• _Given entries_:
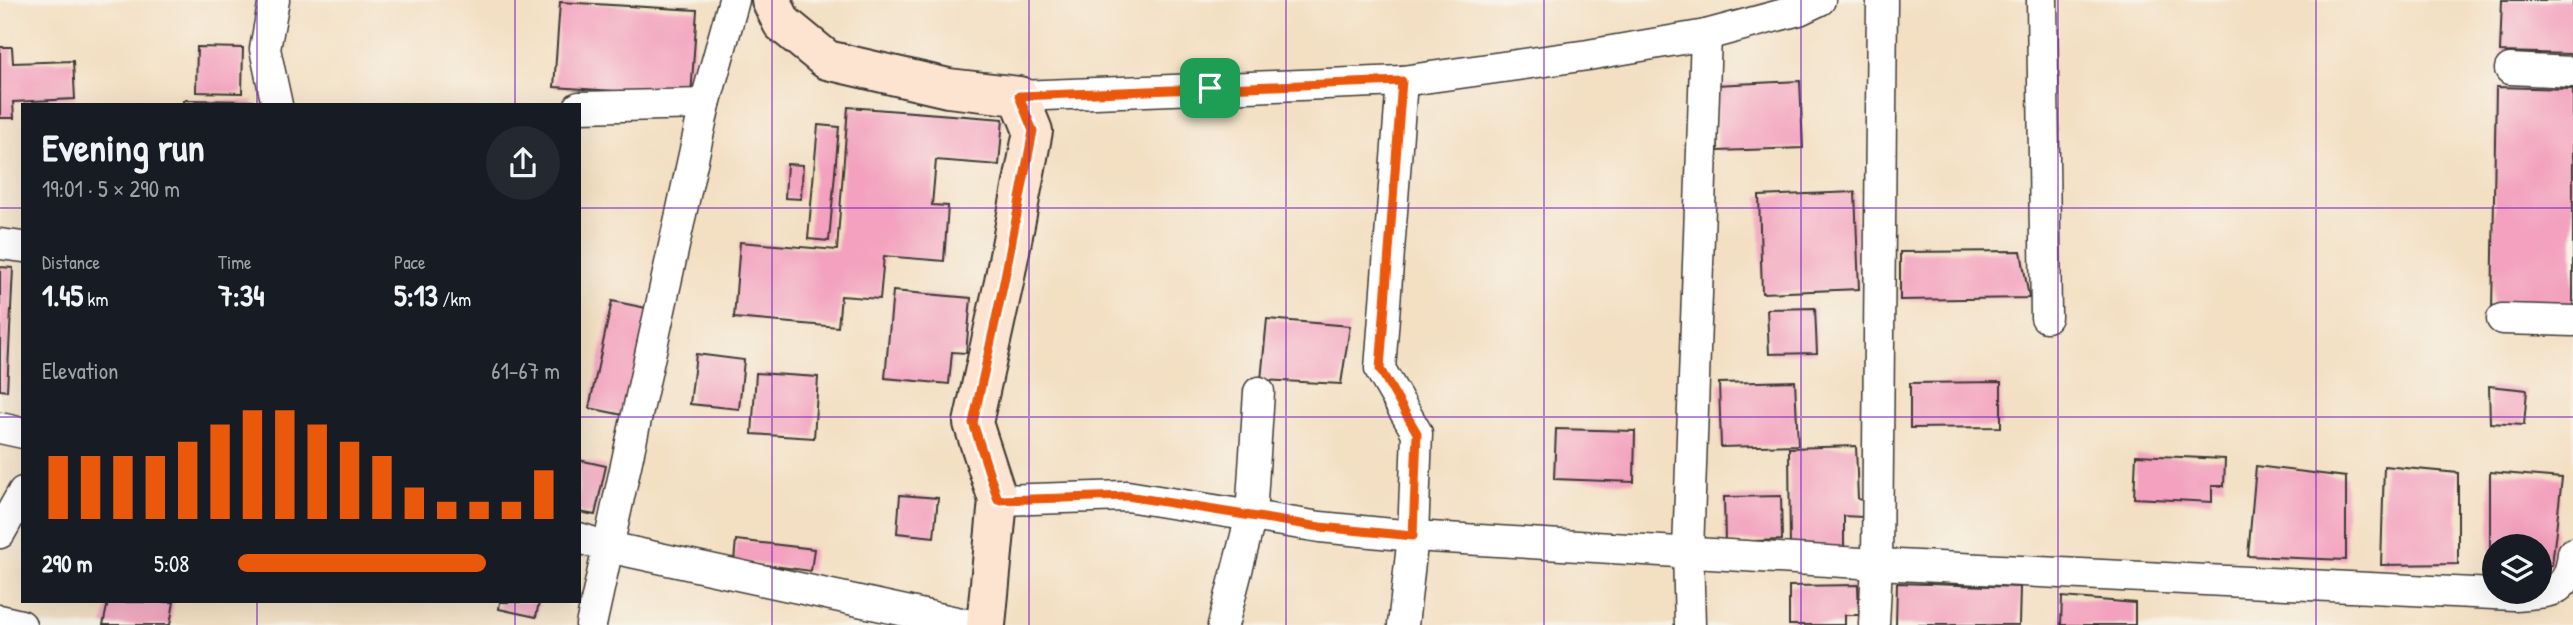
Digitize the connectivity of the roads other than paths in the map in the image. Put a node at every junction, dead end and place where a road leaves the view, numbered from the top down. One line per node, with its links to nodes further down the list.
1 (274, 0): 12 (street)
2 (734, 0): 13 (street)
3 (771, 0): 11 (main road)
4 (1820, 0): 7 (street)
5 (1882, 0): 32 (street)
6 (2042, 0): 17 (street)
7 (1706, 35): 10 (street); 30 (street)
8 (2510, 69): 9 (street)
9 (2573, 72)
10 (1402, 81): 11 (street); 27 (street)
11 (1019, 96): 24 (main road)
12 (277, 103)
13 (705, 104): 14 (street); 29 (street)
14 (581, 107)
15 (0, 244): 16 (street)
16 (21, 247)
17 (2046, 317)
18 (2502, 319): 19 (street)
19 (2573, 321)
20 (1259, 392): 25 (street)
21 (0, 428): 22 (street)
22 (21, 433)
23 (21, 496): 26 (street)
24 (998, 500): 25 (street); 37 (main road)
25 (1251, 516): 27 (street); 38 (street)
26 (0, 533)
27 (1413, 536): 30 (street); 39 (street)
28 (581, 539): 29 (street)
29 (608, 547): 35 (street); 36 (street)
30 (1688, 551): 32 (street); 40 (street)
31 (2573, 553): 32 (street)
32 (1877, 564): 41 (street)
33 (0, 620): 34 (street)
34 (21, 625)
35 (591, 625)
36 (970, 625)
37 (986, 625)
38 (1223, 625)
39 (1403, 625)
40 (1690, 625)
41 (1874, 625)

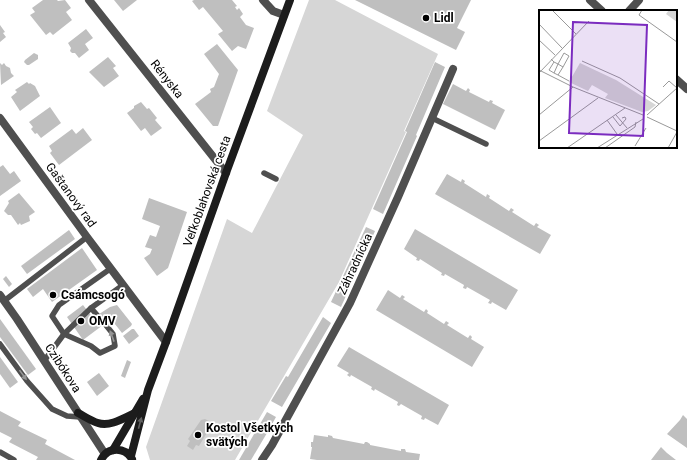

• _What to do_:
Copy all the records above exactly, but leave out the pictures.

• _Exercise output_:
Digitize the connectivity of the roads other than paths in the map in the image. Put a node at every junction, dead end and place where a road leaves the view, numbered from the top down. One line per node, with its links to nodes further down the list.
1 (274, 0): 12 (street)
2 (734, 0): 13 (street)
3 (771, 0): 11 (main road)
4 (1820, 0): 7 (street)
5 (1882, 0): 32 (street)
6 (2042, 0): 17 (street)
7 (1706, 35): 10 (street); 30 (street)
8 (2510, 69): 9 (street)
9 (2573, 72)
10 (1402, 81): 11 (street); 27 (street)
11 (1019, 96): 24 (main road)
12 (277, 103)
13 (705, 104): 14 (street); 29 (street)
14 (581, 107)
15 (0, 244): 16 (street)
16 (21, 247)
17 (2046, 317)
18 (2502, 319): 19 (street)
19 (2573, 321)
20 (1259, 392): 25 (street)
21 (0, 428): 22 (street)
22 (21, 433)
23 (21, 496): 26 (street)
24 (998, 500): 25 (street); 37 (main road)
25 (1251, 516): 27 (street); 38 (street)
26 (0, 533)
27 (1413, 536): 30 (street); 39 (street)
28 (581, 539): 29 (street)
29 (608, 547): 35 (street); 36 (street)
30 (1688, 551): 32 (street); 40 (street)
31 (2573, 553): 32 (street)
32 (1877, 564): 41 (street)
33 (0, 620): 34 (street)
34 (21, 625)
35 (591, 625)
36 (970, 625)
37 (986, 625)
38 (1223, 625)
39 (1403, 625)
40 (1690, 625)
41 (1874, 625)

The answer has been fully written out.